EXERCISE REQUIREMENTS: Copy out the listing below so that each line matches exactly.

INFORMATION:
********************

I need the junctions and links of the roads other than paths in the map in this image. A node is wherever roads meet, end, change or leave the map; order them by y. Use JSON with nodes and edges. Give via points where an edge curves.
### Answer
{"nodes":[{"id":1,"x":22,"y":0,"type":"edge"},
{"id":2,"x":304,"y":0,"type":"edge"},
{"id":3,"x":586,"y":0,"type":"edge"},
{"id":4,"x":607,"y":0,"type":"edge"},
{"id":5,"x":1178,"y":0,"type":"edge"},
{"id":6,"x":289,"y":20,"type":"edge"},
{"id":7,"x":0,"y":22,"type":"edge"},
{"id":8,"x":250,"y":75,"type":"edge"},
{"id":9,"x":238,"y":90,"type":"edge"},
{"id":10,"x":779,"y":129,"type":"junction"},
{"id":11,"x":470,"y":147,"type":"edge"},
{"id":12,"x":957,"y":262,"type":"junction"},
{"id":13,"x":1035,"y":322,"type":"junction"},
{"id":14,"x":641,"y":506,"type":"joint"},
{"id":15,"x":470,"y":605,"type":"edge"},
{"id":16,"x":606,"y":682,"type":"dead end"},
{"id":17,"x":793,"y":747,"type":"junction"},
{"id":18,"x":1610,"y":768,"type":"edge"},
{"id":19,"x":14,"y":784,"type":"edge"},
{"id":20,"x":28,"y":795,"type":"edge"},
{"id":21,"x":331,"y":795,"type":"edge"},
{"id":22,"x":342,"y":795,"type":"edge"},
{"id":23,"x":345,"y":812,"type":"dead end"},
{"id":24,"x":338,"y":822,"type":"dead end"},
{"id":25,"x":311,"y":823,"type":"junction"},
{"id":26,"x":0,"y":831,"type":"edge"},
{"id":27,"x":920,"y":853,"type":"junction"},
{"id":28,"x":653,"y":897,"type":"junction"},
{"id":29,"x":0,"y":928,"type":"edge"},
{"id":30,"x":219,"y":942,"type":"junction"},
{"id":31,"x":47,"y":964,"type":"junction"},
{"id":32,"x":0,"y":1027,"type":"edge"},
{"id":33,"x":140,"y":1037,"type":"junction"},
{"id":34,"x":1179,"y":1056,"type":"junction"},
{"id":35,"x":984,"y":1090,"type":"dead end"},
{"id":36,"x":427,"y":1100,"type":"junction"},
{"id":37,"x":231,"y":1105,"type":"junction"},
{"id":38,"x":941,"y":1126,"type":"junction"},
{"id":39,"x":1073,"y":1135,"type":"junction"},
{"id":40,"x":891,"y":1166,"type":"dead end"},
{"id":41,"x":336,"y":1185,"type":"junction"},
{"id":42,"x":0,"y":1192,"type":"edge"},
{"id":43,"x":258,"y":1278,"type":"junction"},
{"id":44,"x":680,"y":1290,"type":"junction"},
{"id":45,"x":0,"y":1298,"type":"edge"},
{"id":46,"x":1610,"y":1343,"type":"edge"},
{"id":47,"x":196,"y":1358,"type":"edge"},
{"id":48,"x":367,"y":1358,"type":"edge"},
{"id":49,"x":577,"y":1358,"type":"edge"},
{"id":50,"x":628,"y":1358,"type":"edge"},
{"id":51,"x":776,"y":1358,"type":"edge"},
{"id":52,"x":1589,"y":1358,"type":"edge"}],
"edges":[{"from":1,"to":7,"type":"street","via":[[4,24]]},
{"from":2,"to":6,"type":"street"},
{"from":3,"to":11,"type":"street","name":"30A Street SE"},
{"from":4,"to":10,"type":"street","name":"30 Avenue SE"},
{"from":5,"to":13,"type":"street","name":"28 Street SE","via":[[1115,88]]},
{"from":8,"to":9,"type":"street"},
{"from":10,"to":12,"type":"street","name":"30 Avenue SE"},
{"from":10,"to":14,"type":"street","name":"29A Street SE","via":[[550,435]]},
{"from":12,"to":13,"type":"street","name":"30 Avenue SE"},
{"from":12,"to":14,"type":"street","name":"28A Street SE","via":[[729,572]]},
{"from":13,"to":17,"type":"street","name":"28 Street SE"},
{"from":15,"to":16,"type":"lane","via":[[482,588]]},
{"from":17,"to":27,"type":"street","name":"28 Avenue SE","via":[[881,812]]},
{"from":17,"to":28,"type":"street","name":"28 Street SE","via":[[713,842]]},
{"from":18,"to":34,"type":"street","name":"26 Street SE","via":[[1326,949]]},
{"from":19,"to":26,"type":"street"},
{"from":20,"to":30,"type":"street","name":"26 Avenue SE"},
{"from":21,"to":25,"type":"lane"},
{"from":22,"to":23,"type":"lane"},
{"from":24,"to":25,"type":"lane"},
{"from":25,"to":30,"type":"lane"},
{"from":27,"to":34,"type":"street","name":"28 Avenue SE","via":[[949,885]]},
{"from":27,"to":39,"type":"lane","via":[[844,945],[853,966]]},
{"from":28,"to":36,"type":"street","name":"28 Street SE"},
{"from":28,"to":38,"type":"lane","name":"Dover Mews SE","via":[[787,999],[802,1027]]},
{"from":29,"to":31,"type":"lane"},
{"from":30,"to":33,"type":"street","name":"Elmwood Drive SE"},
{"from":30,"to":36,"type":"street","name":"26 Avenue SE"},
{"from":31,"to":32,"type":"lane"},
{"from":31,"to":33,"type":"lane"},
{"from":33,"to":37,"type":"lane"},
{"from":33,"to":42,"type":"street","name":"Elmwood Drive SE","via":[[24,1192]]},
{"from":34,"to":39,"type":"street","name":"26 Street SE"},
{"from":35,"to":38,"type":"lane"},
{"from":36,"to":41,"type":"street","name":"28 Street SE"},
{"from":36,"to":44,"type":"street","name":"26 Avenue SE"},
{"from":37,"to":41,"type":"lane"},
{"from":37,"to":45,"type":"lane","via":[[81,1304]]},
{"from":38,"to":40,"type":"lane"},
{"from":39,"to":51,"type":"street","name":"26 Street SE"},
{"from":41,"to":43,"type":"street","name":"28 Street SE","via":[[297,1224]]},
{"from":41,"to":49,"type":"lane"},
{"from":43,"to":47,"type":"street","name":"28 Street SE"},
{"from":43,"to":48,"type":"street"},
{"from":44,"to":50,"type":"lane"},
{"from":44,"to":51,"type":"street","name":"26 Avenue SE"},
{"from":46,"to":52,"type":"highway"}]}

********************

YOUR RESPONSE:
I need the junctions and links of the roads other than paths in the map in this image. A node is wherever roads meet, end, change or leave the map; order them by y. Use JSON with nodes and edges. Give via points where an edge curves.
### Answer
{"nodes":[{"id":1,"x":22,"y":0,"type":"edge"},
{"id":2,"x":304,"y":0,"type":"edge"},
{"id":3,"x":586,"y":0,"type":"edge"},
{"id":4,"x":607,"y":0,"type":"edge"},
{"id":5,"x":1178,"y":0,"type":"edge"},
{"id":6,"x":289,"y":20,"type":"edge"},
{"id":7,"x":0,"y":22,"type":"edge"},
{"id":8,"x":250,"y":75,"type":"edge"},
{"id":9,"x":238,"y":90,"type":"edge"},
{"id":10,"x":779,"y":129,"type":"junction"},
{"id":11,"x":470,"y":147,"type":"edge"},
{"id":12,"x":957,"y":262,"type":"junction"},
{"id":13,"x":1035,"y":322,"type":"junction"},
{"id":14,"x":641,"y":506,"type":"joint"},
{"id":15,"x":470,"y":605,"type":"edge"},
{"id":16,"x":606,"y":682,"type":"dead end"},
{"id":17,"x":793,"y":747,"type":"junction"},
{"id":18,"x":1610,"y":768,"type":"edge"},
{"id":19,"x":14,"y":784,"type":"edge"},
{"id":20,"x":28,"y":795,"type":"edge"},
{"id":21,"x":331,"y":795,"type":"edge"},
{"id":22,"x":342,"y":795,"type":"edge"},
{"id":23,"x":345,"y":812,"type":"dead end"},
{"id":24,"x":338,"y":822,"type":"dead end"},
{"id":25,"x":311,"y":823,"type":"junction"},
{"id":26,"x":0,"y":831,"type":"edge"},
{"id":27,"x":920,"y":853,"type":"junction"},
{"id":28,"x":653,"y":897,"type":"junction"},
{"id":29,"x":0,"y":928,"type":"edge"},
{"id":30,"x":219,"y":942,"type":"junction"},
{"id":31,"x":47,"y":964,"type":"junction"},
{"id":32,"x":0,"y":1027,"type":"edge"},
{"id":33,"x":140,"y":1037,"type":"junction"},
{"id":34,"x":1179,"y":1056,"type":"junction"},
{"id":35,"x":984,"y":1090,"type":"dead end"},
{"id":36,"x":427,"y":1100,"type":"junction"},
{"id":37,"x":231,"y":1105,"type":"junction"},
{"id":38,"x":941,"y":1126,"type":"junction"},
{"id":39,"x":1073,"y":1135,"type":"junction"},
{"id":40,"x":891,"y":1166,"type":"dead end"},
{"id":41,"x":336,"y":1185,"type":"junction"},
{"id":42,"x":0,"y":1192,"type":"edge"},
{"id":43,"x":258,"y":1278,"type":"junction"},
{"id":44,"x":680,"y":1290,"type":"junction"},
{"id":45,"x":0,"y":1298,"type":"edge"},
{"id":46,"x":1610,"y":1343,"type":"edge"},
{"id":47,"x":196,"y":1358,"type":"edge"},
{"id":48,"x":367,"y":1358,"type":"edge"},
{"id":49,"x":577,"y":1358,"type":"edge"},
{"id":50,"x":628,"y":1358,"type":"edge"},
{"id":51,"x":776,"y":1358,"type":"edge"},
{"id":52,"x":1589,"y":1358,"type":"edge"}],
"edges":[{"from":1,"to":7,"type":"street","via":[[4,24]]},
{"from":2,"to":6,"type":"street"},
{"from":3,"to":11,"type":"street","name":"30A Street SE"},
{"from":4,"to":10,"type":"street","name":"30 Avenue SE"},
{"from":5,"to":13,"type":"street","name":"28 Street SE","via":[[1115,88]]},
{"from":8,"to":9,"type":"street"},
{"from":10,"to":12,"type":"street","name":"30 Avenue SE"},
{"from":10,"to":14,"type":"street","name":"29A Street SE","via":[[550,435]]},
{"from":12,"to":13,"type":"street","name":"30 Avenue SE"},
{"from":12,"to":14,"type":"street","name":"28A Street SE","via":[[729,572]]},
{"from":13,"to":17,"type":"street","name":"28 Street SE"},
{"from":15,"to":16,"type":"lane","via":[[482,588]]},
{"from":17,"to":27,"type":"street","name":"28 Avenue SE","via":[[881,812]]},
{"from":17,"to":28,"type":"street","name":"28 Street SE","via":[[713,842]]},
{"from":18,"to":34,"type":"street","name":"26 Street SE","via":[[1326,949]]},
{"from":19,"to":26,"type":"street"},
{"from":20,"to":30,"type":"street","name":"26 Avenue SE"},
{"from":21,"to":25,"type":"lane"},
{"from":22,"to":23,"type":"lane"},
{"from":24,"to":25,"type":"lane"},
{"from":25,"to":30,"type":"lane"},
{"from":27,"to":34,"type":"street","name":"28 Avenue SE","via":[[949,885]]},
{"from":27,"to":39,"type":"lane","via":[[844,945],[853,966]]},
{"from":28,"to":36,"type":"street","name":"28 Street SE"},
{"from":28,"to":38,"type":"lane","name":"Dover Mews SE","via":[[787,999],[802,1027]]},
{"from":29,"to":31,"type":"lane"},
{"from":30,"to":33,"type":"street","name":"Elmwood Drive SE"},
{"from":30,"to":36,"type":"street","name":"26 Avenue SE"},
{"from":31,"to":32,"type":"lane"},
{"from":31,"to":33,"type":"lane"},
{"from":33,"to":37,"type":"lane"},
{"from":33,"to":42,"type":"street","name":"Elmwood Drive SE","via":[[24,1192]]},
{"from":34,"to":39,"type":"street","name":"26 Street SE"},
{"from":35,"to":38,"type":"lane"},
{"from":36,"to":41,"type":"street","name":"28 Street SE"},
{"from":36,"to":44,"type":"street","name":"26 Avenue SE"},
{"from":37,"to":41,"type":"lane"},
{"from":37,"to":45,"type":"lane","via":[[81,1304]]},
{"from":38,"to":40,"type":"lane"},
{"from":39,"to":51,"type":"street","name":"26 Street SE"},
{"from":41,"to":43,"type":"street","name":"28 Street SE","via":[[297,1224]]},
{"from":41,"to":49,"type":"lane"},
{"from":43,"to":47,"type":"street","name":"28 Street SE"},
{"from":43,"to":48,"type":"street"},
{"from":44,"to":50,"type":"lane"},
{"from":44,"to":51,"type":"street","name":"26 Avenue SE"},
{"from":46,"to":52,"type":"highway"}]}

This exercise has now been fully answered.